The Problem
MCP tool descriptions are loaded into the LLM context on every turn. Each tool adds 200-500 tokens of description. With 10+ tools, the overhead is 3-5K tokens per turn, inflating costs by 20-30% and reducing effective context window for actual user queries.
How Scavio Helps
- Reduce MCP tool description overhead by 60-80%
- Scavio single MCP covers 5 platforms (fewer tools to register)
- On-demand loading preserves context window for actual content
- Intent-based loading is simple keyword matching
- Cost savings compound across thousands of daily conversations
Relevant Platforms
Web search with knowledge graph, PAA, and AI overviews
Community, posts & threaded comments from any subreddit
YouTube
Video search with transcripts and metadata
Amazon
Product search with prices, ratings, and reviews
Walmart
Product search with pricing and fulfillment data
Quick Start: Python Example
Here is a quick example searching Google for "Agent has 12 MCP tools connected. Tool descriptions consume 4.2K tokens per turn. After implementing on-demand loading: search MCP loads only when user message contains 'search', 'find', 'look up', or 'latest'. Average overhead drops to 1.1K tokens. LLM cost reduced 25%.":
import requests
API_KEY = "your_scavio_api_key"
response = requests.post(
"https://api.scavio.dev/api/v1/search",
headers={
"x-api-key": API_KEY,
"Content-Type": "application/json",
},
json={"query": query},
)
data = response.json()
for result in data.get("organic_results", [])[:5]:
print(f"{result['position']}. {result['title']}")

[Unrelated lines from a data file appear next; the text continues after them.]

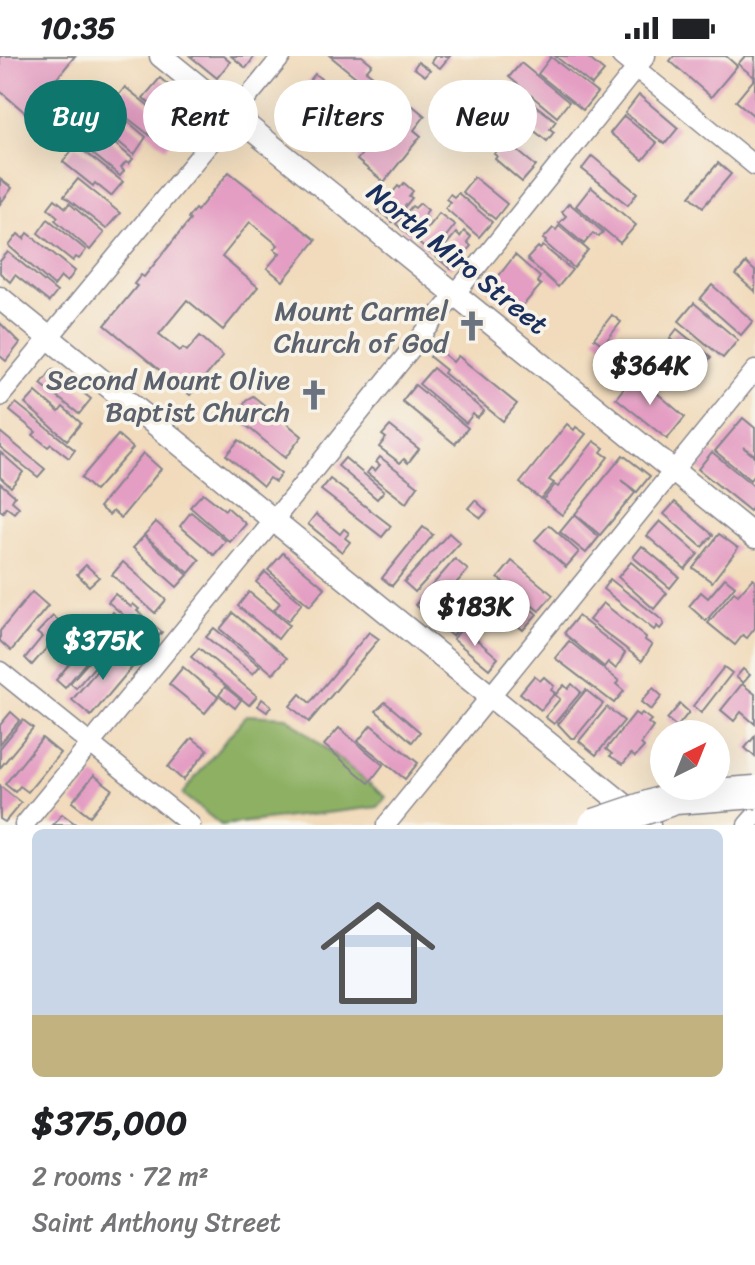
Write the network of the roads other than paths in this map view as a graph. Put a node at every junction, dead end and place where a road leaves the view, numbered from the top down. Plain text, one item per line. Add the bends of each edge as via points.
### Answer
1 (161, 56) edge
2 (282, 56) edge
3 (621, 56) edge
4 (641, 62) edge
5 (191, 80) edge
6 (258, 86) edge
7 (258, 134) edge
8 (203, 152) edge
9 (755, 166) edge
10 (455, 294) junction
11 (0, 298) edge
12 (48, 337) junction
13 (755, 370) edge
14 (0, 397) edge
15 (673, 471) junction
16 (274, 520) junction
17 (755, 537) edge
18 (0, 671) edge
19 (490, 696) junction
20 (90, 743) junction
21 (755, 792) edge
22 (755, 816) edge
23 (24, 825) edge
24 (191, 825) edge
25 (386, 825) edge
26 (595, 825) edge
27 (649, 825) edge
28 (747, 825) edge

1 - 5 street, North Miro Street
2 - 6 street
3 - 4 street
4 - 9 street
4 - 10 street
7 - 10 street, North Miro Street
8 - 12 street
10 - 15 street, North Miro Street
10 - 16 street
11 - 12 street
12 - 14 street
12 - 16 street
13 - 15 street
15 - 17 street, North Miro Street
15 - 19 street
16 - 19 street
16 - 20 street
18 - 20 street
19 - 25 street
19 - 27 street
20 - 23 street
20 - 24 street
21 - 26 highway, bridge via 675,798
22 - 28 street

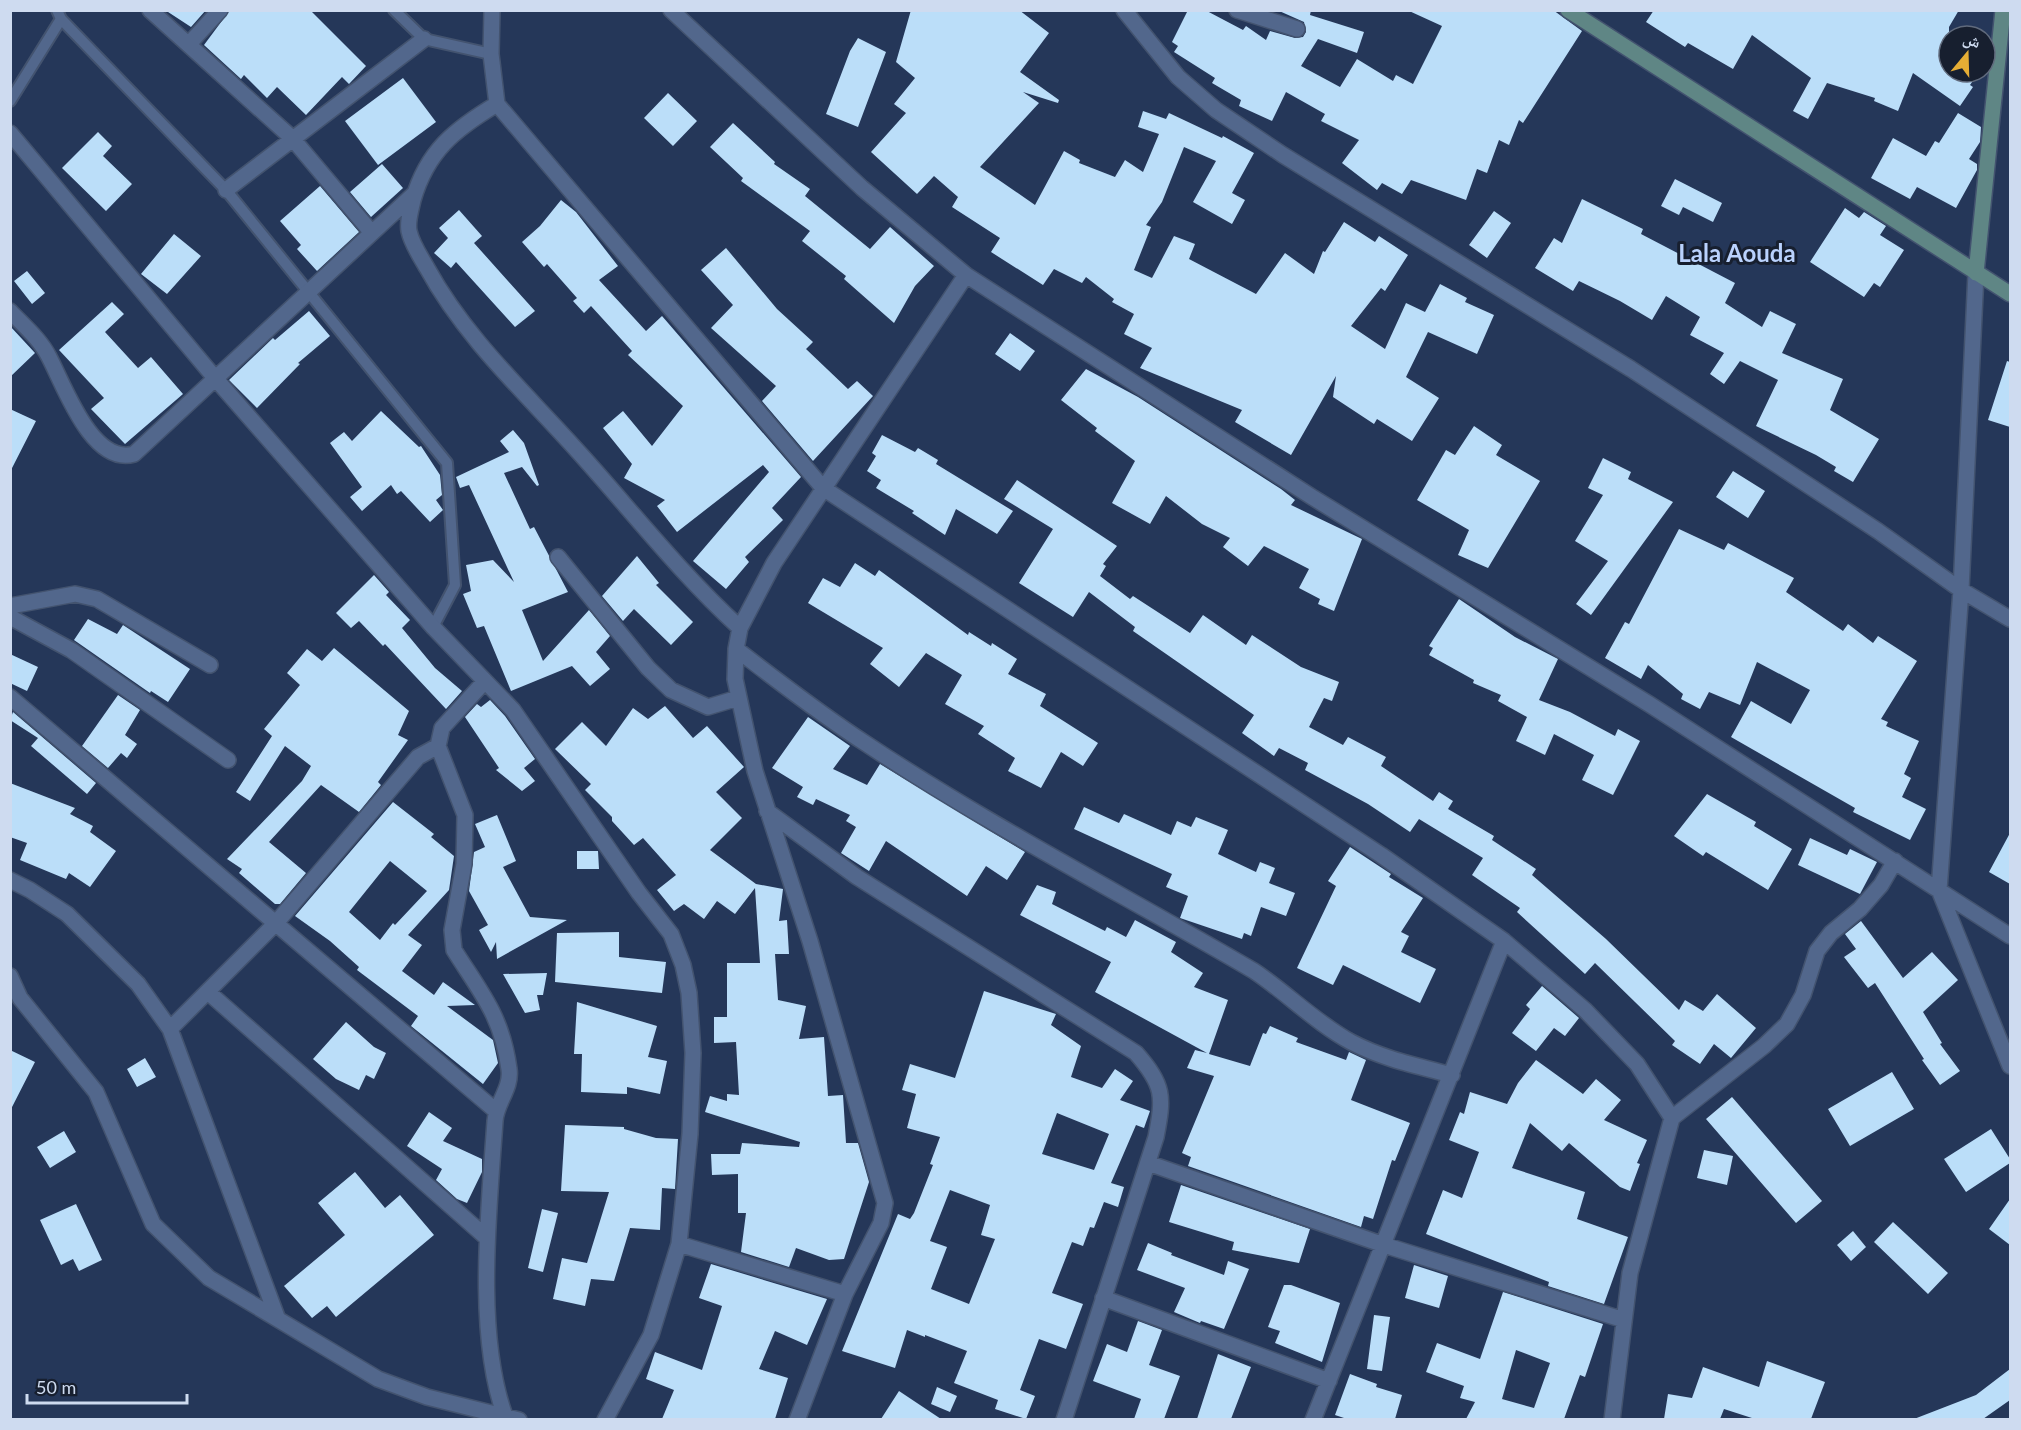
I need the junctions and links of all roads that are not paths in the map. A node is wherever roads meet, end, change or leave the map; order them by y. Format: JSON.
{"nodes":[{"id":1,"x":150,"y":10,"type":"edge"},
{"id":2,"x":220,"y":10,"type":"edge"},
{"id":3,"x":394,"y":10,"type":"edge"},
{"id":4,"x":492,"y":10,"type":"edge"},
{"id":5,"x":671,"y":10,"type":"edge"},
{"id":6,"x":1124,"y":10,"type":"edge"},
{"id":7,"x":1237,"y":10,"type":"edge"},
{"id":8,"x":1568,"y":10,"type":"edge"},
{"id":9,"x":2003,"y":10,"type":"edge"},
{"id":10,"x":59,"y":15,"type":"edge"},
{"id":11,"x":1297,"y":29,"type":"dead end"},
{"id":12,"x":424,"y":39,"type":"junction"},
{"id":13,"x":189,"y":44,"type":"junction"},
{"id":14,"x":491,"y":54,"type":"junction"},
{"id":15,"x":10,"y":101,"type":"edge"},
{"id":16,"x":497,"y":104,"type":"junction"},
{"id":17,"x":10,"y":133,"type":"edge"},
{"id":18,"x":292,"y":138,"type":"junction"},
{"id":19,"x":226,"y":190,"type":"junction"},
{"id":20,"x":416,"y":192,"type":"junction"},
{"id":21,"x":372,"y":233,"type":"junction"},
{"id":22,"x":1976,"y":273,"type":"junction"},
{"id":23,"x":966,"y":275,"type":"junction"},
{"id":24,"x":309,"y":293,"type":"junction"},
{"id":25,"x":2010,"y":294,"type":"edge"},
{"id":26,"x":10,"y":311,"type":"edge"},
{"id":27,"x":215,"y":378,"type":"junction"},
{"id":28,"x":823,"y":488,"type":"junction"},
{"id":29,"x":558,"y":557,"type":"dead end"},
{"id":30,"x":1961,"y":590,"type":"junction"},
{"id":31,"x":10,"y":606,"type":"edge"},
{"id":32,"x":10,"y":617,"type":"edge"},
{"id":33,"x":2010,"y":619,"type":"edge"},
{"id":34,"x":434,"y":627,"type":"junction"},
{"id":35,"x":740,"y":628,"type":"junction"},
{"id":36,"x":736,"y":649,"type":"junction"},
{"id":37,"x":210,"y":665,"type":"dead end"},
{"id":38,"x":485,"y":681,"type":"junction"},
{"id":39,"x":10,"y":697,"type":"edge"},
{"id":40,"x":738,"y":698,"type":"junction"},
{"id":41,"x":438,"y":746,"type":"junction"},
{"id":42,"x":228,"y":760,"type":"dead end"},
{"id":43,"x":767,"y":811,"type":"junction"},
{"id":44,"x":1895,"y":861,"type":"junction"},
{"id":45,"x":10,"y":880,"type":"edge"},
{"id":46,"x":1939,"y":890,"type":"junction"},
{"id":47,"x":276,"y":923,"type":"junction"},
{"id":48,"x":2010,"y":936,"type":"edge"},
{"id":49,"x":1504,"y":941,"type":"junction"},
{"id":50,"x":10,"y":976,"type":"edge"},
{"id":51,"x":208,"y":992,"type":"junction"},
{"id":52,"x":170,"y":1029,"type":"junction"},
{"id":53,"x":2010,"y":1066,"type":"edge"},
{"id":54,"x":1452,"y":1075,"type":"junction"},
{"id":55,"x":496,"y":1111,"type":"junction"},
{"id":56,"x":1672,"y":1118,"type":"junction"},
{"id":57,"x":1148,"y":1163,"type":"junction"},
{"id":58,"x":487,"y":1238,"type":"junction"},
{"id":59,"x":679,"y":1244,"type":"junction"},
{"id":60,"x":1384,"y":1245,"type":"junction"},
{"id":61,"x":845,"y":1294,"type":"junction"},
{"id":62,"x":1103,"y":1298,"type":"junction"},
{"id":63,"x":278,"y":1317,"type":"junction"},
{"id":64,"x":1624,"y":1320,"type":"junction"},
{"id":65,"x":1329,"y":1381,"type":"junction"},
{"id":66,"x":512,"y":1418,"type":"edge"},
{"id":67,"x":605,"y":1419,"type":"edge"},
{"id":68,"x":797,"y":1419,"type":"edge"},
{"id":69,"x":1064,"y":1419,"type":"edge"},
{"id":70,"x":1313,"y":1419,"type":"edge"},
{"id":71,"x":1612,"y":1419,"type":"edge"}],
"edges":[{"from":1,"to":13,"type":"street"},
{"from":2,"to":13,"type":"street"},
{"from":3,"to":12,"type":"lane"},
{"from":4,"to":14,"type":"street"},
{"from":5,"to":23,"type":"street"},
{"from":6,"to":30,"type":"street"},
{"from":7,"to":11,"type":"street"},
{"from":8,"to":22,"type":"main road"},
{"from":9,"to":22,"type":"main road"},
{"from":10,"to":15,"type":"lane"},
{"from":10,"to":19,"type":"lane"},
{"from":12,"to":14,"type":"lane"},
{"from":12,"to":18,"type":"street"},
{"from":13,"to":18,"type":"street"},
{"from":14,"to":16,"type":"street"},
{"from":16,"to":20,"type":"street"},
{"from":16,"to":28,"type":"street"},
{"from":17,"to":27,"type":"street"},
{"from":18,"to":19,"type":"street"},
{"from":18,"to":21,"type":"street"},
{"from":19,"to":24,"type":"lane"},
{"from":20,"to":21,"type":"street"},
{"from":20,"to":35,"type":"street"},
{"from":21,"to":24,"type":"street"},
{"from":22,"to":25,"type":"main road"},
{"from":22,"to":30,"type":"street"},
{"from":23,"to":28,"type":"street"},
{"from":23,"to":44,"type":"street"},
{"from":24,"to":27,"type":"street"},
{"from":24,"to":34,"type":"lane"},
{"from":26,"to":27,"type":"street"},
{"from":27,"to":34,"type":"street"},
{"from":28,"to":35,"type":"street"},
{"from":28,"to":49,"type":"street"},
{"from":29,"to":40,"type":"street"},
{"from":30,"to":33,"type":"street"},
{"from":30,"to":46,"type":"street"},
{"from":31,"to":37,"type":"street"},
{"from":32,"to":42,"type":"street"},
{"from":34,"to":38,"type":"street"},
{"from":35,"to":36,"type":"street"},
{"from":36,"to":40,"type":"street"},
{"from":36,"to":54,"type":"street"},
{"from":38,"to":41,"type":"street"},
{"from":38,"to":59,"type":"street"},
{"from":39,"to":47,"type":"street"},
{"from":40,"to":43,"type":"street"},
{"from":41,"to":47,"type":"street"},
{"from":41,"to":55,"type":"street"},
{"from":43,"to":57,"type":"street"},
{"from":43,"to":61,"type":"street"},
{"from":44,"to":46,"type":"street"},
{"from":44,"to":56,"type":"street"},
{"from":45,"to":52,"type":"street"},
{"from":46,"to":48,"type":"street"},
{"from":46,"to":53,"type":"street"},
{"from":47,"to":51,"type":"street"},
{"from":47,"to":55,"type":"street"},
{"from":49,"to":54,"type":"street"},
{"from":49,"to":56,"type":"street"},
{"from":50,"to":63,"type":"street"},
{"from":51,"to":52,"type":"street"},
{"from":51,"to":58,"type":"street"},
{"from":52,"to":63,"type":"street"},
{"from":54,"to":60,"type":"street"},
{"from":55,"to":58,"type":"street"},
{"from":56,"to":64,"type":"street"},
{"from":57,"to":60,"type":"street"},
{"from":57,"to":62,"type":"street"},
{"from":58,"to":66,"type":"street"},
{"from":59,"to":61,"type":"street"},
{"from":59,"to":67,"type":"street"},
{"from":60,"to":64,"type":"street"},
{"from":60,"to":65,"type":"street"},
{"from":61,"to":68,"type":"street"},
{"from":62,"to":65,"type":"street"},
{"from":62,"to":69,"type":"street"},
{"from":63,"to":66,"type":"street"},
{"from":64,"to":71,"type":"street"},
{"from":65,"to":70,"type":"street"}]}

print(f" {result['link']}\n")Built for AI agent builders managing multiple MCP connections, teams optimizing LLM context usage, developers building multi-tool Claude or GPT agents
Scavio handles the search infrastructure — proxies, CAPTCHAs, rate limits, and anti-bot detection — so you can focus on building your mcp context budget management solution. The API returns structured JSON that is ready for processing, analysis, or feeding into AI agents.
Start with the free tier (500 credits/month, no credit card required) and scale to paid plans when you need higher volume.